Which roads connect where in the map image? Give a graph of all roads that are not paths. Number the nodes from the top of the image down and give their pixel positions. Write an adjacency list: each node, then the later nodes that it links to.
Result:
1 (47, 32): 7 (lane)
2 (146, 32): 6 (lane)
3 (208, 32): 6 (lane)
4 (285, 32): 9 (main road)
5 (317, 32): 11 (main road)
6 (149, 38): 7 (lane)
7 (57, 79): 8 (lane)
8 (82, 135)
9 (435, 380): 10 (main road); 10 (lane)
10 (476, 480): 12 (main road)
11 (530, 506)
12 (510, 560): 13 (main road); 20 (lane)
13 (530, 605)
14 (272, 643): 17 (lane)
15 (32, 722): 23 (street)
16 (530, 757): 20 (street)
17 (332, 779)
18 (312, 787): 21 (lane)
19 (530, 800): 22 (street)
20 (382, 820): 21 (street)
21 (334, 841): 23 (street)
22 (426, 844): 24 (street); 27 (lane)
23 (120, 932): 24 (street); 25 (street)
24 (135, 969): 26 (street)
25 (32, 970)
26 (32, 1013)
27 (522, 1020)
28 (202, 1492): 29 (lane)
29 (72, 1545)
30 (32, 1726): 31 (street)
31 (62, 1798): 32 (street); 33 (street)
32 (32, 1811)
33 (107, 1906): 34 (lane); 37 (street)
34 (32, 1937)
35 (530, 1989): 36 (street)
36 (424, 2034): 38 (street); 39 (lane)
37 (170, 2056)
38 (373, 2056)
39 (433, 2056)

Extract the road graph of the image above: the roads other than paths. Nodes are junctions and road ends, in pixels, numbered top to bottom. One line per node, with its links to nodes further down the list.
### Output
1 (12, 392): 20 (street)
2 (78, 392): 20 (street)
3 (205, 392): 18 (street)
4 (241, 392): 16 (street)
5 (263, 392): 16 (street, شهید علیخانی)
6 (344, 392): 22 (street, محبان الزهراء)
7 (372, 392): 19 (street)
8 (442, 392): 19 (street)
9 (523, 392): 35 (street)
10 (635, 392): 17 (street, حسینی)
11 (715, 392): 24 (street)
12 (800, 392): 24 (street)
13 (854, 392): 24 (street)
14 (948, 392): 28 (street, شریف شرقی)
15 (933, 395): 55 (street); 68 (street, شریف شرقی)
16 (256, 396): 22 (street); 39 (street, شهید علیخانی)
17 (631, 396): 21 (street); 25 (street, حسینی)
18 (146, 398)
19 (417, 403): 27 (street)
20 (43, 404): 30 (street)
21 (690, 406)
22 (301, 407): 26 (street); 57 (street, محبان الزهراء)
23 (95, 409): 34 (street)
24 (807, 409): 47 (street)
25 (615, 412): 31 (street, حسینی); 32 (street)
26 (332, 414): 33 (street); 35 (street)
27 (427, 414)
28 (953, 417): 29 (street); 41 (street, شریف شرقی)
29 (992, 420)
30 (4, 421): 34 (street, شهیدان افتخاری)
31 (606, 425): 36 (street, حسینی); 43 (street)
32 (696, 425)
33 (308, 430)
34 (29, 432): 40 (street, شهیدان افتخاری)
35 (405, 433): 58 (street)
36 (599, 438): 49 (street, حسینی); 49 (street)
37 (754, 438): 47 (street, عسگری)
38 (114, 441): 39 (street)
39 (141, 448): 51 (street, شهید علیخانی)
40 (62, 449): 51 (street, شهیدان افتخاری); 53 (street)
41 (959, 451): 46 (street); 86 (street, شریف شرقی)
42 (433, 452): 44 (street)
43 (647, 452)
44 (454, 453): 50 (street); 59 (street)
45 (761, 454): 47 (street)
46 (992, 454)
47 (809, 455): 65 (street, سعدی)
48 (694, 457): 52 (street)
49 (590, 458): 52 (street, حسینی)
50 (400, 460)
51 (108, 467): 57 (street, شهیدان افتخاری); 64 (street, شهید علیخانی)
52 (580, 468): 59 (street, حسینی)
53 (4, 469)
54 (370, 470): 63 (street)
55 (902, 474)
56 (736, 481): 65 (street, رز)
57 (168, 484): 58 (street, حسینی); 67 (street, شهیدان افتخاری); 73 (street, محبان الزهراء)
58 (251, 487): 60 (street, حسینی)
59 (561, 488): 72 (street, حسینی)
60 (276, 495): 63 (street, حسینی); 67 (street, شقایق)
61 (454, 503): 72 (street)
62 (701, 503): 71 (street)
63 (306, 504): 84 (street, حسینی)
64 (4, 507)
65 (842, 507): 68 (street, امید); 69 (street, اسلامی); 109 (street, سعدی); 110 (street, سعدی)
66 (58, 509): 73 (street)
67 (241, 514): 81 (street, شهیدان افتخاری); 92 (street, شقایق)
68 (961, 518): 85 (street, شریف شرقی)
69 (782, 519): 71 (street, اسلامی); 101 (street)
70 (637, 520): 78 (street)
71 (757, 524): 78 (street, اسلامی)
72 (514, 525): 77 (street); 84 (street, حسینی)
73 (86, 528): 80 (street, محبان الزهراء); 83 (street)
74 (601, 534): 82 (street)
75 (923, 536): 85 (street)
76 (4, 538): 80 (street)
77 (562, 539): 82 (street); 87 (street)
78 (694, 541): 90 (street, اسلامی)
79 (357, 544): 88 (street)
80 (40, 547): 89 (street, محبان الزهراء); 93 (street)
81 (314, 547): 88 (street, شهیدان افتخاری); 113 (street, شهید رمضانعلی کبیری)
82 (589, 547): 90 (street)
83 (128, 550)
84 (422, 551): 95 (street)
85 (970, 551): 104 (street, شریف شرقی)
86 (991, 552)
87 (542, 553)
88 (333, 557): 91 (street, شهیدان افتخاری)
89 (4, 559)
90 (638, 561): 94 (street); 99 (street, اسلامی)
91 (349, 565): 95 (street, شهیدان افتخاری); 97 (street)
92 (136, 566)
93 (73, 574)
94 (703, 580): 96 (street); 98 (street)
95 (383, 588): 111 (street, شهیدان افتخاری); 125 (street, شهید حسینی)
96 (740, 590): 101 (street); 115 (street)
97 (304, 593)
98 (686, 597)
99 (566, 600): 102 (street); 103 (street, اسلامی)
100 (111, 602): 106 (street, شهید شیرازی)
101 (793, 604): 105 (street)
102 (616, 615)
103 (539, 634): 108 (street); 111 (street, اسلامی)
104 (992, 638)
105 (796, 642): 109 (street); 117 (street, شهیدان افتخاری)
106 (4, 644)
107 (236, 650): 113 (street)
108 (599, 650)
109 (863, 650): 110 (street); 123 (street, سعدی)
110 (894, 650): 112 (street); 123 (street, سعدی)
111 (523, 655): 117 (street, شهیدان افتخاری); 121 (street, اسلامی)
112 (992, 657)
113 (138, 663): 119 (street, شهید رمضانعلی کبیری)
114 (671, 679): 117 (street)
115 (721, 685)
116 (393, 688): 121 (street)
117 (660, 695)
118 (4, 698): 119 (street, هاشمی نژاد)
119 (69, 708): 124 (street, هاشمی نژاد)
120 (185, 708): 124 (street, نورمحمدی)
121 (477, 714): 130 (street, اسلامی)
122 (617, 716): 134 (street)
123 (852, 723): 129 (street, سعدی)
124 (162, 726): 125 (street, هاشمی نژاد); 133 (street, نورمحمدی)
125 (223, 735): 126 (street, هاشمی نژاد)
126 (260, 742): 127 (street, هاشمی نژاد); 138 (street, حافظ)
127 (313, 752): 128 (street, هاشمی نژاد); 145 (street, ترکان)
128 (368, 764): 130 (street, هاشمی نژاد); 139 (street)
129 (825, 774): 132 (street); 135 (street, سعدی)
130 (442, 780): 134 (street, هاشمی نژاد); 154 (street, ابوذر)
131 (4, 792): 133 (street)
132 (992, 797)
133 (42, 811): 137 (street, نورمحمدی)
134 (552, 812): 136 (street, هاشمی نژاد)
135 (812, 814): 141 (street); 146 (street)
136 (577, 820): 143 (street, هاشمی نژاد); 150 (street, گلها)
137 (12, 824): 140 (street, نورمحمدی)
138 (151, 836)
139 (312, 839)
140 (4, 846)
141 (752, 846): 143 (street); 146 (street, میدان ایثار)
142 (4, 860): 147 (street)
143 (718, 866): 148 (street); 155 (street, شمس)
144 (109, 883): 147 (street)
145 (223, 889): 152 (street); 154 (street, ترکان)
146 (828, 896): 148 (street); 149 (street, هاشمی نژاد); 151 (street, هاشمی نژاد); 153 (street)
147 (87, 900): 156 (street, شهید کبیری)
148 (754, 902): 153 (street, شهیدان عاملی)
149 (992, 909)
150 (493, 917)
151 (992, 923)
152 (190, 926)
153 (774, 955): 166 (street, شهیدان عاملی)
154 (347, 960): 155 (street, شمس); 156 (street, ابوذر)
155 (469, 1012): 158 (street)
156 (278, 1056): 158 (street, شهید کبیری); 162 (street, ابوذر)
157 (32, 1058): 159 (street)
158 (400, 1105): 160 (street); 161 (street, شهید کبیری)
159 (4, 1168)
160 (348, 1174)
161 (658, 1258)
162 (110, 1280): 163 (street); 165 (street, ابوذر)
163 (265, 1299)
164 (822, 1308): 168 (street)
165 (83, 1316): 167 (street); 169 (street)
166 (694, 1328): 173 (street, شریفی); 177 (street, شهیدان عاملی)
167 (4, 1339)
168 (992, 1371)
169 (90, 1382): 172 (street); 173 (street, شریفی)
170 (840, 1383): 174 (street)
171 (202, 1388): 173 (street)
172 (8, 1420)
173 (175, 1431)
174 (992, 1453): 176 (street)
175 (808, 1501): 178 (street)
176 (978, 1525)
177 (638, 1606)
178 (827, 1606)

----------

Your answer must be the lines above, unchanged, from the first one through the line that holds "Extract the road", inclusive, and no others.

Which roads connect where in the map image? Give a graph of all roads that are not paths. Number the nodes from the top of the image down and give their pixel positions. Write an adjacency list: each node, then the later nodes that it links to.
Result:
1 (47, 32): 7 (lane)
2 (146, 32): 6 (lane)
3 (208, 32): 6 (lane)
4 (285, 32): 9 (main road)
5 (317, 32): 11 (main road)
6 (149, 38): 7 (lane)
7 (57, 79): 8 (lane)
8 (82, 135)
9 (435, 380): 10 (main road); 10 (lane)
10 (476, 480): 12 (main road)
11 (530, 506)
12 (510, 560): 13 (main road); 20 (lane)
13 (530, 605)
14 (272, 643): 17 (lane)
15 (32, 722): 23 (street)
16 (530, 757): 20 (street)
17 (332, 779)
18 (312, 787): 21 (lane)
19 (530, 800): 22 (street)
20 (382, 820): 21 (street)
21 (334, 841): 23 (street)
22 (426, 844): 24 (street); 27 (lane)
23 (120, 932): 24 (street); 25 (street)
24 (135, 969): 26 (street)
25 (32, 970)
26 (32, 1013)
27 (522, 1020)
28 (202, 1492): 29 (lane)
29 (72, 1545)
30 (32, 1726): 31 (street)
31 (62, 1798): 32 (street); 33 (street)
32 (32, 1811)
33 (107, 1906): 34 (lane); 37 (street)
34 (32, 1937)
35 (530, 1989): 36 (street)
36 (424, 2034): 38 (street); 39 (lane)
37 (170, 2056)
38 (373, 2056)
39 (433, 2056)

Extract the road graph of the image above: the roads other than paths. Nodes are junctions and road ends, in pixels, numbered top to bottom. One line per node, with its links to nodes further down the list.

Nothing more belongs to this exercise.